Wednesday, May 28, 2008

End of the Tunnel


As the saying goes, I hope that light I see is not an oncoming train. I really do think that the work crunch is nearly over, which means that I'll soon be able to resume reading and commenting. It'll be nice to see everyone again.

It'll also be nice to post pictures of actual current knitting, of which there is some, really, instead of more recycled sky and water. Although as recycled pictures go, this one is not bad, if I do say so myself.

Tuesday, May 27, 2008

This One I Can Do

Today's Ten on Tuesday is 10 Favorite Time Wasters: ways to procrastinate and waste time without noticing until after it's gone.
  1. Reading blogs, of course. And reading the blogs they link to, and the blogs they link to...
  2. Playing Wordtwist. After an embarrassingly large number of games I now get a semi-respectable score once in a while.
  3. Messing around with pictures: cropping them, blogging them, putting them in my wallpaper folder.
  4. Reading reviews of things we might want/need to buy: cameras, cars (don't look at me like that: our cars are 12 and 15 years old, and we're looking for better gas mileage), laptops.
  5. Drooling over things I might desperately need to buy: yarn, fiber, spinning wheels.
  6. Reading about politics, sports, current events, history, and politics.
  7. Two words: Ravelry forums.
  8. TV game shows. They're my no-longer-secret vice.
  9. Trying to decide what yarn to use in my next pair of socks. Since I have a bewildering quantity and variety of sock yarn (see #5 above), this can take a while.
  10. Trying to decide what stitch pattern(s) to use in my next pair of socks. Since I have about half a dozen (all right, eight) stitch dictionaries, not counting books with stitch-dictionary sections and online stitch dictionaries, this can take a while.
How about you? (If you're one of those people who live happily on three hours of sleep every night and efficiently finish everything on your to-do list by 8 each morning, please go read some other blog.)

Monday, May 26, 2008

Frozen Over

Yesterday I talked about days when my mind is a complete blank, so instead of a post with actual ideas expressed in words you get pictures of flowers, or yarn, or cats, or cats with flowers, or... anyway. Rarely have I experienced such complete brain-freeze as I did a week ago last Tuesday, when the official Ten on Tuesday was ten things you're really good at.

Excuse me?

Um...

Knitting? I'm not bad at that. In fact not at all bad. Almost sort of good, I might say.

Um...

Writing?

Well, kind of. I mean, I am a professional writer, so I must be decent at it or I wouldn't get paid to do it, right? But I write online help for software programs (if people look blank when I say "technical writer" I usually explain, "you know how you open up the box and pull out the user guide and after about 15 minutes of vigorous swearing you say 'what kind of idiot wrote this gibberish?' that would be me."), hardly a creative pursuit as we normally understand the term.
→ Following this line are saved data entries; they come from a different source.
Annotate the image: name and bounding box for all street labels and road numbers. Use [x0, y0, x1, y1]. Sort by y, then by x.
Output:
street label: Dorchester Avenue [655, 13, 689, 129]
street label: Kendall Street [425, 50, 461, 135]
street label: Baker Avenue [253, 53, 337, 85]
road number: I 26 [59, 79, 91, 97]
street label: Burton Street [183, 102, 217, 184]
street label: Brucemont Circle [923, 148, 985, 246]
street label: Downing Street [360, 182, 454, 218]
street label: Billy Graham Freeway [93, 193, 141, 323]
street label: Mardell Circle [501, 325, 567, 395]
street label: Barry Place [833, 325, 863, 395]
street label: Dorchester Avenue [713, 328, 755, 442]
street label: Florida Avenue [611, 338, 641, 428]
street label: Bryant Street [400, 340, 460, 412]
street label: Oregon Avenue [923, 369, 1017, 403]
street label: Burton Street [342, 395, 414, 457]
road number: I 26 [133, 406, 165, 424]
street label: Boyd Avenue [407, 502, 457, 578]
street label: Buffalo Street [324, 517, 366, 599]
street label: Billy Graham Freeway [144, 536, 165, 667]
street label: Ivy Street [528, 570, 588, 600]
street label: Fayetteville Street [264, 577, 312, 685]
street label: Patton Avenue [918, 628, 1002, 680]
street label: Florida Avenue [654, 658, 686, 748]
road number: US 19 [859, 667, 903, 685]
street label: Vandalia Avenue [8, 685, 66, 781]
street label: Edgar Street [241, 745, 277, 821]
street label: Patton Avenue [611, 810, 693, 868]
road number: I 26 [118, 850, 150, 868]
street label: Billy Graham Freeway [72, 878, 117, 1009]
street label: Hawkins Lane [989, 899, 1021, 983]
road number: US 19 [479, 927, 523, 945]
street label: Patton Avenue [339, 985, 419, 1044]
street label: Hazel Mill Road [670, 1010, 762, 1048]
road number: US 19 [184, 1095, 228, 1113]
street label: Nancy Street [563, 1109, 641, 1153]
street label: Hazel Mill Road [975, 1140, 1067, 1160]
I have written exactly one short story in my entire life, for the amusement of my friends and family, and never even tried to publish it.

Hmm...

Cooking? Haven't done much of it in a while; it's sort of hard to get ambitious about cooking on the Diet From Hell. Photography? You've gotta be kidding.

Being a mom? Wife? Daughter? Not as good as I should be. Most days I just muddle through.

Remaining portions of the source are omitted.